= AIM OF THE EXERCISE =
The records are to be repeated in full. Every line must match.

※ ※ ※

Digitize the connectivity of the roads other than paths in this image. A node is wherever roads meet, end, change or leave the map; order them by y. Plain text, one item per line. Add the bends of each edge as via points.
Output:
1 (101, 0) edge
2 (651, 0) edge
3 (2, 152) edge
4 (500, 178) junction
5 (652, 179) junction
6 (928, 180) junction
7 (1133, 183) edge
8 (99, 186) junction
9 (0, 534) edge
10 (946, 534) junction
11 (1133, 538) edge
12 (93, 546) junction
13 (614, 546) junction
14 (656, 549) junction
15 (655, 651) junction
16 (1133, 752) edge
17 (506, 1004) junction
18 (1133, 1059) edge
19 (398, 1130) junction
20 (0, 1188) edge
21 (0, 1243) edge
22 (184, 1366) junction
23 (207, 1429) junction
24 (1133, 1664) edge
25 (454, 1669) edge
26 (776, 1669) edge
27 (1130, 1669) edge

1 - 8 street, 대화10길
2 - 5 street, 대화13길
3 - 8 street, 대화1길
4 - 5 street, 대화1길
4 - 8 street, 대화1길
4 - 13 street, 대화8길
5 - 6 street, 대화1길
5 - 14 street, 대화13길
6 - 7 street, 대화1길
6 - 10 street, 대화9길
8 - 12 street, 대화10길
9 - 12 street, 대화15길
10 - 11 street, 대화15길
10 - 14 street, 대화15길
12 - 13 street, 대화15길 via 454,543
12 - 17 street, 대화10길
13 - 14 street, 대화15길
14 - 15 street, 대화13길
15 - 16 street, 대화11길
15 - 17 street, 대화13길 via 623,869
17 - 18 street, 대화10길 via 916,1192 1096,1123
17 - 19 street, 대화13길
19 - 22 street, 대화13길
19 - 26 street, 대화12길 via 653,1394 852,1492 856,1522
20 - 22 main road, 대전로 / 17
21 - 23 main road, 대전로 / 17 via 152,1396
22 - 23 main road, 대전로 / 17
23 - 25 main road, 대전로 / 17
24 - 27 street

※ ※ ※

= RESPONSE TO THIS EXERCISE =
Digitize the connectivity of the roads other than paths in this image. A node is wherever roads meet, end, change or leave the map; order them by y. Plain text, one item per line. Add the bends of each edge as via points.
Output:
1 (101, 0) edge
2 (651, 0) edge
3 (2, 152) edge
4 (500, 178) junction
5 (652, 179) junction
6 (928, 180) junction
7 (1133, 183) edge
8 (99, 186) junction
9 (0, 534) edge
10 (946, 534) junction
11 (1133, 538) edge
12 (93, 546) junction
13 (614, 546) junction
14 (656, 549) junction
15 (655, 651) junction
16 (1133, 752) edge
17 (506, 1004) junction
18 (1133, 1059) edge
19 (398, 1130) junction
20 (0, 1188) edge
21 (0, 1243) edge
22 (184, 1366) junction
23 (207, 1429) junction
24 (1133, 1664) edge
25 (454, 1669) edge
26 (776, 1669) edge
27 (1130, 1669) edge

1 - 8 street, 대화10길
2 - 5 street, 대화13길
3 - 8 street, 대화1길
4 - 5 street, 대화1길
4 - 8 street, 대화1길
4 - 13 street, 대화8길
5 - 6 street, 대화1길
5 - 14 street, 대화13길
6 - 7 street, 대화1길
6 - 10 street, 대화9길
8 - 12 street, 대화10길
9 - 12 street, 대화15길
10 - 11 street, 대화15길
10 - 14 street, 대화15길
12 - 13 street, 대화15길 via 454,543
12 - 17 street, 대화10길
13 - 14 street, 대화15길
14 - 15 street, 대화13길
15 - 16 street, 대화11길
15 - 17 street, 대화13길 via 623,869
17 - 18 street, 대화10길 via 916,1192 1096,1123
17 - 19 street, 대화13길
19 - 22 street, 대화13길
19 - 26 street, 대화12길 via 653,1394 852,1492 856,1522
20 - 22 main road, 대전로 / 17
21 - 23 main road, 대전로 / 17 via 152,1396
22 - 23 main road, 대전로 / 17
23 - 25 main road, 대전로 / 17
24 - 27 street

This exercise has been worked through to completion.